In-situ monitoring of substrate deformation in directed energy deposition process using the coherent gradient sensing method

Abstract

Abstract In recent years, additive manufacturing (AM) has become one of the most promising manufacturing technologies. To enhance quality, in-situ monitoring for AM processes has drawn considerable attention from researchers. Although progress has been made for in-situ monitoring of the directed energy deposition (DED) process, there are still challenges that must be addressed to improve the manufacturing quality. To solve the problem of achieving both high resolution and step-wise evolution of full-field deformation during in-situ monitoring of AM, we propose the coherent gradient sensing (CGS) method for in-situ monitoring of the DED process in this study. A CGS system was designed to perform in-situ monitoring during the DED process. The real-time full-field deformation of a thick substrate was measured for the first time in the cladding process of a disc-shaped specimen, in which the deformation distribution characteristics at different locations were analyzed. During the first layer cladding process, the deformation evolution of the substrate can be divided into three bending stages: U-type, S-type, and transitional.
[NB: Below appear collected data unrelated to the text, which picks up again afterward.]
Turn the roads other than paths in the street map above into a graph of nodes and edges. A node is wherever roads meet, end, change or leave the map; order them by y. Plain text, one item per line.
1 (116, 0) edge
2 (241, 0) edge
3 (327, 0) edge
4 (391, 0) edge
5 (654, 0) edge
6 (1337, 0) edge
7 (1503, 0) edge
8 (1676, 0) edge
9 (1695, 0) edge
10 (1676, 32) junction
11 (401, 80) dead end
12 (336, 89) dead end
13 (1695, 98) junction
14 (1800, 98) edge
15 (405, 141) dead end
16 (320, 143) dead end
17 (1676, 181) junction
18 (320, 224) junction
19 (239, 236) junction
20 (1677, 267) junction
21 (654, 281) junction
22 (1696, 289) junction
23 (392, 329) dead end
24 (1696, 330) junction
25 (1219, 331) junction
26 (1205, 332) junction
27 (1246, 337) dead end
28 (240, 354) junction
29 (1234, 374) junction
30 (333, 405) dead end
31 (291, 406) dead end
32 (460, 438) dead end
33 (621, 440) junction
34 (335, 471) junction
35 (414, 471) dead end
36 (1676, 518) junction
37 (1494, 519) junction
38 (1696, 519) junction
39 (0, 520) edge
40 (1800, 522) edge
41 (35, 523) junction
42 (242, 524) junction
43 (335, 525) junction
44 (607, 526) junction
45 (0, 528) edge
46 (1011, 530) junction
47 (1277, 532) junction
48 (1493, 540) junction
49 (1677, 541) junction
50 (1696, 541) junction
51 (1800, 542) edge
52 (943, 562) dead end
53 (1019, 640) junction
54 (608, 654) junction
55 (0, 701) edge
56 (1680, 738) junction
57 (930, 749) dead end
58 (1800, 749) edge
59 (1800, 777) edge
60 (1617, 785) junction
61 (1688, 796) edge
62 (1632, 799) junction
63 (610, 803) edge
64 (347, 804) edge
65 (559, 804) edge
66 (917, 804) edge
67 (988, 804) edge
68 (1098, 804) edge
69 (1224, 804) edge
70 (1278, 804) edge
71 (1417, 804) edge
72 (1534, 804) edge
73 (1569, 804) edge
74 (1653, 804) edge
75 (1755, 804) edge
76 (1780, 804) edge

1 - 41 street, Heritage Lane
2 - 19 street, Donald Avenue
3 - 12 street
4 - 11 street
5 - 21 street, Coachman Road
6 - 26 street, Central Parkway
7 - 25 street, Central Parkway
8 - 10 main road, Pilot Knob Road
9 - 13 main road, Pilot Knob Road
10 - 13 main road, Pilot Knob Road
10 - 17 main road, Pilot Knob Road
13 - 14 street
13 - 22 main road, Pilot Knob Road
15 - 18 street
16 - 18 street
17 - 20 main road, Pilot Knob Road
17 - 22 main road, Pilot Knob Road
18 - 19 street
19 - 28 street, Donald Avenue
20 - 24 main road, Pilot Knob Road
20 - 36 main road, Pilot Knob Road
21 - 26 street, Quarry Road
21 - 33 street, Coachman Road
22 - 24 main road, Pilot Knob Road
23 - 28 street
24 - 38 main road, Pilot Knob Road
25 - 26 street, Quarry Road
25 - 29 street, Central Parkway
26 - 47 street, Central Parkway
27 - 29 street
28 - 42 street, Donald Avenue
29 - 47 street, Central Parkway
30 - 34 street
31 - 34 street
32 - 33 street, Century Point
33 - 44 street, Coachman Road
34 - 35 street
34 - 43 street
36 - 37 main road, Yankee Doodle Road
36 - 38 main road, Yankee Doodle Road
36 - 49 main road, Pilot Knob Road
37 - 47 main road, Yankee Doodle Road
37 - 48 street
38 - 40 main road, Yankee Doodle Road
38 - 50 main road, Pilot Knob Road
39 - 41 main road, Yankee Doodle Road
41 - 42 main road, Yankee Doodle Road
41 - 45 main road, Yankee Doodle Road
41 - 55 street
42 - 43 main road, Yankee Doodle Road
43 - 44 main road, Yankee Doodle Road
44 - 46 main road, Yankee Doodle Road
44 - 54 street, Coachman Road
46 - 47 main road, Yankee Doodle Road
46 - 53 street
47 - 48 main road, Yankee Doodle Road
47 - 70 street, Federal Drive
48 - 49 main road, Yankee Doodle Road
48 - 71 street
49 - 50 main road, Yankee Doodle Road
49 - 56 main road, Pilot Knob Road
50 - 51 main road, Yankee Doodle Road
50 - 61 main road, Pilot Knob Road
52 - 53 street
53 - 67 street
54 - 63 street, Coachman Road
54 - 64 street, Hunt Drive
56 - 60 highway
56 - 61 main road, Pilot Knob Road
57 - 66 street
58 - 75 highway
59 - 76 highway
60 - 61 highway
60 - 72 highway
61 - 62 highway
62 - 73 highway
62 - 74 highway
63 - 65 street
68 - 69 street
Our results show a significant relationship between the boundary R of deformation distribution in the y-axis at different stages and the radius r of the disc-shaped specimen: R = 3/5 r, with R being the boundary of deformation distribution and r being the radius of the disc-shaped specimen. The experimental results reveal that the relationship between the in-situ deformation evolution of the substrate and the deposition track at different stages can be effectively monitored using a CGS system. Furthermore, the obtained results can offer useful reference for improving the quality of components that are repaired or remanufactured using DED technology.